When I was plopped in the middle of E3M6, the 'ultimate doom/hell experience' without finding an intricate system of secret passages ala E1M3 to get me there it was a let down. It wasn't really required that there be a secret to get there, but just that there be the sense of adventure and discovery to get there. At the time I didn't know why it was a let down, which made the whole experience even worse, because here I had attained what the game had spent so much time building up in my mind as the ultimate goal, and instead of a eureka moment, the whole thing felt cheap. I felt betrayed. So instead of the expected reaction of "Doom Nirvana Wow!" I was let down that I didn't get to discover this awesome outdoor area on my own; I didn't get outside via some super-secret passageway; there was no contrast of indoor dungeon to finding my way up to the light and outside. The game supplanted the best part of getting from Unholy Cathedral to Mt. Erebus with an intermission screen. If you had started E3M6 while still within the dungeon of Unholy Cathedral and you had to find your way out, then that would have been much more gratifying. Instead, you had no part in the transition from the one extreme environment to the other; it was completely incongruous. This gives me an idea... if any map were to be called Nirvana back in the day; well, I suppose half of it would be E3M6 with the other half some dungeon-keep leading up to the fiery surface. If I'd remake Nirvana for this project, I would build the level to represent what back then (and still today) would be the ultimate build up and pay off in the Doom experience.

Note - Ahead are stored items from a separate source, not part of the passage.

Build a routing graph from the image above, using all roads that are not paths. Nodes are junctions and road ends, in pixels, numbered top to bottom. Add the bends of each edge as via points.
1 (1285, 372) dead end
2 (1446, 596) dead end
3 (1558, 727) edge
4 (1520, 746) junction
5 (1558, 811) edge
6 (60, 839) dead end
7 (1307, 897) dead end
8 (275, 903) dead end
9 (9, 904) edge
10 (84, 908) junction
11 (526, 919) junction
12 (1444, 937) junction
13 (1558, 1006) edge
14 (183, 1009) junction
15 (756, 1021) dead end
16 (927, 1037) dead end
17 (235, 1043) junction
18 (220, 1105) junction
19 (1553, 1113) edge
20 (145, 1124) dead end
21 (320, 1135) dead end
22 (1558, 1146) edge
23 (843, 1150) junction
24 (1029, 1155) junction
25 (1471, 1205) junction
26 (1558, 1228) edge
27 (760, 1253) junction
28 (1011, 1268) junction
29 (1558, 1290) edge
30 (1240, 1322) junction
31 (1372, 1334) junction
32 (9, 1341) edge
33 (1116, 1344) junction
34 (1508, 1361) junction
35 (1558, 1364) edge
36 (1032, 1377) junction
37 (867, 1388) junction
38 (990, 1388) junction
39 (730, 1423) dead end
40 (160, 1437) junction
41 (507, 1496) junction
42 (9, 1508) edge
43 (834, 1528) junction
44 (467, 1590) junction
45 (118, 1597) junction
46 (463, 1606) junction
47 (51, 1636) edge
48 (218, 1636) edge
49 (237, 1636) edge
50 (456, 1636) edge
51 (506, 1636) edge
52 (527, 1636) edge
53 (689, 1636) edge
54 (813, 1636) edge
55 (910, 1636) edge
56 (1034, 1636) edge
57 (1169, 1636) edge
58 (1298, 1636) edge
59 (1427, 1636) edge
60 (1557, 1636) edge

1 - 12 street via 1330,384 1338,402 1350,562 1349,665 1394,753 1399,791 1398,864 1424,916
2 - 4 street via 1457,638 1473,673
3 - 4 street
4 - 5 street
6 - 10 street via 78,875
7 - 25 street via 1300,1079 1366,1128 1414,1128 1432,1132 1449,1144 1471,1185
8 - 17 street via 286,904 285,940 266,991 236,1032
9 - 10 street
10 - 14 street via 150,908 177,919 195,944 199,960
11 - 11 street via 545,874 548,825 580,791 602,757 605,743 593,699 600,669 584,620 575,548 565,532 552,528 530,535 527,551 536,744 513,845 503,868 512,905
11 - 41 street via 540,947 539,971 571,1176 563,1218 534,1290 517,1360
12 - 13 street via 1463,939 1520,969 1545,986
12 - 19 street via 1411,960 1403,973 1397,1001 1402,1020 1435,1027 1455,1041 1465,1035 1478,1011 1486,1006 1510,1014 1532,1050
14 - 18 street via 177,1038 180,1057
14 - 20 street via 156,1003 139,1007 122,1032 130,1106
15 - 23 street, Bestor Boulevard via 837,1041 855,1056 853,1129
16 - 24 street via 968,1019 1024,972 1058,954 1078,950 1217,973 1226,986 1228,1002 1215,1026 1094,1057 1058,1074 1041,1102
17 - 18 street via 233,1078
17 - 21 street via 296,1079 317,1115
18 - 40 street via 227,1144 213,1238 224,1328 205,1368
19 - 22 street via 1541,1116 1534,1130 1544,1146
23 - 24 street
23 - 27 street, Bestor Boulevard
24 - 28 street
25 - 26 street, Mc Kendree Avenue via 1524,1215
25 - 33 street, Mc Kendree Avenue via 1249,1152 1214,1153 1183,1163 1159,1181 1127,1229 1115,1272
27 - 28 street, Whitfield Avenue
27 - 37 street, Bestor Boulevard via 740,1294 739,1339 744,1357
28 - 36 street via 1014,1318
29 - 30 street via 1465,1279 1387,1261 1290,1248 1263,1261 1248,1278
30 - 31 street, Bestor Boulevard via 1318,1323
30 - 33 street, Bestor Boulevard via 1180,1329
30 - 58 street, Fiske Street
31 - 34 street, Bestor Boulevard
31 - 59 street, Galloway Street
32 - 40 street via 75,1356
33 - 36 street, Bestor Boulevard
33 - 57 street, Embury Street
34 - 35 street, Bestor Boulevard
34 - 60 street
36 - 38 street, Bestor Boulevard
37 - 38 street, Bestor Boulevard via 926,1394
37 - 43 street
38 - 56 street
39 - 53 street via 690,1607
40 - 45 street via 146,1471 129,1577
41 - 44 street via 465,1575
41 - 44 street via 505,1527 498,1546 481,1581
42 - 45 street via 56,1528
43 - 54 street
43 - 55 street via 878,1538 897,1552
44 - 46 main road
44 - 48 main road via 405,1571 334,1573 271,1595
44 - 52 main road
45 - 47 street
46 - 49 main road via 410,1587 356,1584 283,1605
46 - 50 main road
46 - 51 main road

Certain things really worked so well for me in Doom (like rising catwalks, or hidden nukage passageways that led to outdoor areas that felt forbidden and on the outer limits of the game [E1M6 secret nukage passage could be argued to be one of the greatest single secrets ever for this reason]). I think these things in E1 worked so well because they were obviously cool and new and they were beyond what you as a player expected from the game. They added a whole other element of depth on top of the already great fun of exploring areas you were meant to explore and killing baddies you were meant to kill in a fluid, dynamic and fast-paced environment.
It's the sense of discovery that Doom gave the player that made it so great. When I got to E3M6 I was robbed of that discovery. It would be analogous to starting a Wolfenstein 3D level in a room with 4 extra lives and 30 crowns. No game designer in their right mind would ever do this. It would cheapen all the rest of the secrets you worked so hard to find in hopes of finding the ultimate treasure, the ultimate secret (as a side note, it's kind of like drugs--you are always looking for the better high, the next level--the ultimate high, the ultimate secret [I don't do drugs, or recommend them, but the analogy seems to work]).
I still like E3M6, but now for different reasons than why I wanted to like it back then; now I like it because it has fun and frenetic gameplay and the hoardes of cacodemons match the epicness of the level. I just don't have those warm and fuzzy memories attached to it the way I do to the E3M3 firewall secret or many areas in House of Pain (dried up skin floor/pillars, first blue armor secret; BFG secret, pillars of tortured bodies in a blood chamber; or perhaps more presciently, the awesome secrets of E1).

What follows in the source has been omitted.